Restructuring Parental Attitudes--Working With Parents of the Adult Mentally Ill*

Abstract
The Thresholds parents group gives the parents of clients an opportunity that has rarely been presented to them. They are able to discuss openly, with their peers, many issues that have not been expressed previously except in the greatest privacy. Often their children's mental illness has been a well-kept secret or has been handled in a guilty and shamefaced way. They do not find it easy, as a rule, to discuss mental illness in the same way they might discuss diabetes or congenital heart disease. It is an enormous relief to be open about their problems with others who are in similar circumstances.
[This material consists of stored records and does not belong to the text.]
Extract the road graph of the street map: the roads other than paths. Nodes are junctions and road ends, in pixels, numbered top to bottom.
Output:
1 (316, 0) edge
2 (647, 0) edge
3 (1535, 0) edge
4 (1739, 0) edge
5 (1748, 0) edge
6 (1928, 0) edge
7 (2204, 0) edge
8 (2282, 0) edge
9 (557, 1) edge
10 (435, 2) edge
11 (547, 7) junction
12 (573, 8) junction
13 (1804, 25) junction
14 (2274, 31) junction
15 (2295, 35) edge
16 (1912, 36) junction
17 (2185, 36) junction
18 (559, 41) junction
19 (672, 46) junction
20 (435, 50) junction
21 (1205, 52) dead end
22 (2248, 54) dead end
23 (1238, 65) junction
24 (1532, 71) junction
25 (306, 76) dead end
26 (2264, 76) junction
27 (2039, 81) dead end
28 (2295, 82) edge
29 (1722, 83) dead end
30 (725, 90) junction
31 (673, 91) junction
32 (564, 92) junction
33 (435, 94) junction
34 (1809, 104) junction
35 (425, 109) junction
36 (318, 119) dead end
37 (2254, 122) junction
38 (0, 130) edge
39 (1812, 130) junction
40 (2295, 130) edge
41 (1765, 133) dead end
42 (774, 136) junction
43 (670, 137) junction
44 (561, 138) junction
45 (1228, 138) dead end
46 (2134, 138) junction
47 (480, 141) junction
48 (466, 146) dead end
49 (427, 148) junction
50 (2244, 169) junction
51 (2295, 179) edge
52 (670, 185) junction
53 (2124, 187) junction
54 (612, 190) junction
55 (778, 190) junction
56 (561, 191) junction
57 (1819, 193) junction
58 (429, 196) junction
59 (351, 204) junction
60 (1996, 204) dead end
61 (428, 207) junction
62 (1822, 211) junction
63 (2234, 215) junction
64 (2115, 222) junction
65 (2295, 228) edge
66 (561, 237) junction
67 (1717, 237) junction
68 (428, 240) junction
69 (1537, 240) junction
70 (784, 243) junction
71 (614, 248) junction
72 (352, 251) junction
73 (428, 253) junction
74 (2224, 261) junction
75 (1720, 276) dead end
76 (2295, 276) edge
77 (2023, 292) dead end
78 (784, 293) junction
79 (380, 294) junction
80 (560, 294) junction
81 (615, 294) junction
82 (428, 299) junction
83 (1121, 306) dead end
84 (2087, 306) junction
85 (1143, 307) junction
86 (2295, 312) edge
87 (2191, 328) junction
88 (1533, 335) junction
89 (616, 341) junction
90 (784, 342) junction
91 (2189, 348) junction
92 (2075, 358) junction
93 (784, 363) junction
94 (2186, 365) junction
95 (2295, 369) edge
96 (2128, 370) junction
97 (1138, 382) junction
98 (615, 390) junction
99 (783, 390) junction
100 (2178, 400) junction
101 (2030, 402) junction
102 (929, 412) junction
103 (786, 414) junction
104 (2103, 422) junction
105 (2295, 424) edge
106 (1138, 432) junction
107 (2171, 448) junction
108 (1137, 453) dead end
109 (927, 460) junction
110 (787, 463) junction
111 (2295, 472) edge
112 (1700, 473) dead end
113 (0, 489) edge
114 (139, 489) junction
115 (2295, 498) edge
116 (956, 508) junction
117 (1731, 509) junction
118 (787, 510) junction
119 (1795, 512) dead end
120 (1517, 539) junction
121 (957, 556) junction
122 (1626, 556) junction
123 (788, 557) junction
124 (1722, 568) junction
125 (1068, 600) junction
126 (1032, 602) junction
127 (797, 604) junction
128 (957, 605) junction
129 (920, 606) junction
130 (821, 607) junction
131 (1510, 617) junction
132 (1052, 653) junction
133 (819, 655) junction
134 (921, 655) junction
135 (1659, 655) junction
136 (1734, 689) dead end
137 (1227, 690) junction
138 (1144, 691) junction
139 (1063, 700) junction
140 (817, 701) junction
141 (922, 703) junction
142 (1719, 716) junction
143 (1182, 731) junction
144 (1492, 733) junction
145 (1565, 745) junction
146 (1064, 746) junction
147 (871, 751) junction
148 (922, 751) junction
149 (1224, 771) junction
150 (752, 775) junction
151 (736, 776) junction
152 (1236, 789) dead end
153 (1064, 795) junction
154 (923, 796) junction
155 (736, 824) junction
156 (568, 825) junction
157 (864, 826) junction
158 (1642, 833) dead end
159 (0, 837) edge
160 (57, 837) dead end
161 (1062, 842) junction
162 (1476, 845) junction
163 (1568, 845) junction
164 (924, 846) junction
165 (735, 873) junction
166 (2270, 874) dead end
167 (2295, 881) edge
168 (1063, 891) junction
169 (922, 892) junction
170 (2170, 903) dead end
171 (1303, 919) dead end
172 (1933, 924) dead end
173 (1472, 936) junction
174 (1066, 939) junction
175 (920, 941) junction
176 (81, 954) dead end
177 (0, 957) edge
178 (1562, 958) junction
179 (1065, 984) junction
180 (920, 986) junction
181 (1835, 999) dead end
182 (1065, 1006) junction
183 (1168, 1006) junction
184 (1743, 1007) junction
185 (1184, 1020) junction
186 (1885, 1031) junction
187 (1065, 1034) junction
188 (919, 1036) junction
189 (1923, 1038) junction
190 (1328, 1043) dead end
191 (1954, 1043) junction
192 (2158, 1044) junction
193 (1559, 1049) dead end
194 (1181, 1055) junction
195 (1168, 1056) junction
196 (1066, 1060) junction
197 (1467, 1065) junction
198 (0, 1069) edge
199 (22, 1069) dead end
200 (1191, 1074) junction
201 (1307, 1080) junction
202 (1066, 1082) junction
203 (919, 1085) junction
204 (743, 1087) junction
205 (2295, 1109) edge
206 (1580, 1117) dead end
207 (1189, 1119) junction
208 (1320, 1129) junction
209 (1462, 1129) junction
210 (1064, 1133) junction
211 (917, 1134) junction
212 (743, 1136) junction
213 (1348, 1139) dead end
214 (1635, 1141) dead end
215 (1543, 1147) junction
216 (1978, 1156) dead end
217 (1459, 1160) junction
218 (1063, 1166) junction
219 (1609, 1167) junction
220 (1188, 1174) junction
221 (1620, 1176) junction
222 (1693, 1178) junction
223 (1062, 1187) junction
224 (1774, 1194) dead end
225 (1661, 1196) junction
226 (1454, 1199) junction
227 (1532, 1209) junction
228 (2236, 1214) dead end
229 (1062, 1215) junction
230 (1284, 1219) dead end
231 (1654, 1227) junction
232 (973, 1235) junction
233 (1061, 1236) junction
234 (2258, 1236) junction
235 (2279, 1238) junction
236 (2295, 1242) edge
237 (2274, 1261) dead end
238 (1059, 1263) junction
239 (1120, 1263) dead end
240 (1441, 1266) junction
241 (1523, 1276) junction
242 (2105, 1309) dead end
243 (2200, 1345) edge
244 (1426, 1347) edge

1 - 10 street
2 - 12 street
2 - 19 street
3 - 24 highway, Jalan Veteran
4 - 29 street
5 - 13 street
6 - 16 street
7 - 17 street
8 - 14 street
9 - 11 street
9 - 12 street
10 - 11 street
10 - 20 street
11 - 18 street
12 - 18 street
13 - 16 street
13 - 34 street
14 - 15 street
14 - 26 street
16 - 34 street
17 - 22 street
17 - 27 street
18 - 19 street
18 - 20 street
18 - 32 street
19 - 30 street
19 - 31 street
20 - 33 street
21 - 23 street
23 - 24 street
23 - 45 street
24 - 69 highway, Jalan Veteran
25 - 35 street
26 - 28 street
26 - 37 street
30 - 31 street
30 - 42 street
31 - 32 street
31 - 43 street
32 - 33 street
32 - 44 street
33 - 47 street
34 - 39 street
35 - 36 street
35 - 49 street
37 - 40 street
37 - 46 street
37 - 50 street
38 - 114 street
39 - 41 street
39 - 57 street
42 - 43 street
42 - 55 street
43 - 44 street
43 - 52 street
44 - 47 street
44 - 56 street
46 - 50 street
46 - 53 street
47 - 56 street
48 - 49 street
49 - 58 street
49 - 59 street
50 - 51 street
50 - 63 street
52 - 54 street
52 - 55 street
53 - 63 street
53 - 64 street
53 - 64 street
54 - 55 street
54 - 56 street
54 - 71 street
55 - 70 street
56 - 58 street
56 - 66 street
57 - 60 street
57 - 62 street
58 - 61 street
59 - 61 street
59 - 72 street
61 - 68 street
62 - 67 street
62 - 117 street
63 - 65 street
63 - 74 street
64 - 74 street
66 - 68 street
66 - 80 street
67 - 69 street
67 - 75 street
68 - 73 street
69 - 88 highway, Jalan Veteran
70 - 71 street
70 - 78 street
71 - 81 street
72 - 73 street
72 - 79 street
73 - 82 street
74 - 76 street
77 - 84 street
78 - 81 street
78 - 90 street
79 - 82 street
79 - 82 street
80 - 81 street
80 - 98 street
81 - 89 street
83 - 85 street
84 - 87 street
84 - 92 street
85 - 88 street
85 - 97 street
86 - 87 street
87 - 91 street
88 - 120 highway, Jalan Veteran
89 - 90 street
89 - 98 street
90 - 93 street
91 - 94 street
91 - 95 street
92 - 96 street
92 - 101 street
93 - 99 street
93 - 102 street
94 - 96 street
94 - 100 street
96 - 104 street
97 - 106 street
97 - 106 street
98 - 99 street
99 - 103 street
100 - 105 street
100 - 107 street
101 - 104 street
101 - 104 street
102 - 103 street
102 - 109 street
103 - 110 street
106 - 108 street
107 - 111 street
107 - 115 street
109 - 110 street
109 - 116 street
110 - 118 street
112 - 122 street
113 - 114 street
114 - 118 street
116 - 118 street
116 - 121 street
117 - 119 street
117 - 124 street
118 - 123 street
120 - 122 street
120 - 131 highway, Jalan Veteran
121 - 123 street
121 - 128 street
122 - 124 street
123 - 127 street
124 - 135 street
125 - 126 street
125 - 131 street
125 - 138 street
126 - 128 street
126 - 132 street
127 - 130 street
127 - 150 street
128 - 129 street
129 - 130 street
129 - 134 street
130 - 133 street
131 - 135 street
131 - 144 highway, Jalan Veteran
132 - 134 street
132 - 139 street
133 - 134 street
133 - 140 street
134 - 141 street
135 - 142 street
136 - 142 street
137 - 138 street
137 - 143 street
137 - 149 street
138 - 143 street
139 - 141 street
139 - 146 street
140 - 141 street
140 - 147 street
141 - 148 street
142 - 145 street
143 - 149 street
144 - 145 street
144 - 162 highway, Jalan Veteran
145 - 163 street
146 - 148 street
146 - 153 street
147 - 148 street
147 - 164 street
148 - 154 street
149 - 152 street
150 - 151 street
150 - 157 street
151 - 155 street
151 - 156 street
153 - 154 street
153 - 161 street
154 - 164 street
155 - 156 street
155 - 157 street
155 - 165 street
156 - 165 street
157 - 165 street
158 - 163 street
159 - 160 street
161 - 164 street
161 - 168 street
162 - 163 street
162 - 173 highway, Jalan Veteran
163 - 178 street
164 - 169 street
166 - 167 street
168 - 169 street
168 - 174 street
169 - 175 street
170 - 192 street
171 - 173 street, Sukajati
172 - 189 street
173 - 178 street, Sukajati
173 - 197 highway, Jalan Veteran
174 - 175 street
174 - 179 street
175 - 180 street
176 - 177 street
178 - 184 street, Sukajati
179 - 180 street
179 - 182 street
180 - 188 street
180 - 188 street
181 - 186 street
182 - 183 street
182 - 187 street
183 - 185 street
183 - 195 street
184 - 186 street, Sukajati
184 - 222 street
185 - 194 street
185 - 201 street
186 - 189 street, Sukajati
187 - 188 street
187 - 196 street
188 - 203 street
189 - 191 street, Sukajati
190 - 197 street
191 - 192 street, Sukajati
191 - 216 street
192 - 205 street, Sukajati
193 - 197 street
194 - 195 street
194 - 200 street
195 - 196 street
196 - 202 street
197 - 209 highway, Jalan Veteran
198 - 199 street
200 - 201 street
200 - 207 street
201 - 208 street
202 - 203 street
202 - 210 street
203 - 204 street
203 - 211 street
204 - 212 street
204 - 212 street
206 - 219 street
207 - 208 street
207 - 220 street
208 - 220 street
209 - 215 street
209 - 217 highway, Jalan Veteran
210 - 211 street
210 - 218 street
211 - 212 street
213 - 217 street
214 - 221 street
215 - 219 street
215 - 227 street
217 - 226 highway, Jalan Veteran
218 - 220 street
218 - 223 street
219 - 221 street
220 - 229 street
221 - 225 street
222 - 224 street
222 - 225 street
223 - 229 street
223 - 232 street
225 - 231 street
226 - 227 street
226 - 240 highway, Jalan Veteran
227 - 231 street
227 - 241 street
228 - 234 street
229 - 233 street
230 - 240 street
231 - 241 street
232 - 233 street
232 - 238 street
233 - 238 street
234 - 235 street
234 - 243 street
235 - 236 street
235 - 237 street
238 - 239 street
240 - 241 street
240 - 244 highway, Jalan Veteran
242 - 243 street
The main issues addressed in the group are a redefinition of good parenting to include mutual disengagement, emancipation, and separation; reduction of parental guilt, with its consequent implications of parents getting more out of their own lives, and a reduction of manipulation; and the handling of management issues such as money, medication, visiting, parental expectations, holidays, siblings, and parents' united front. Parents of the emotionally ill are a much maligned group. Too often they are regarded by the mental health community as enemies and not allies. Too often the suffering that they have endured is ignored. Too often parents' strengths are overlooked by mental health professionals treating their offspring. And, finally, too often basic change in the parents is demanded as a prerequisite for meaningful change in the member.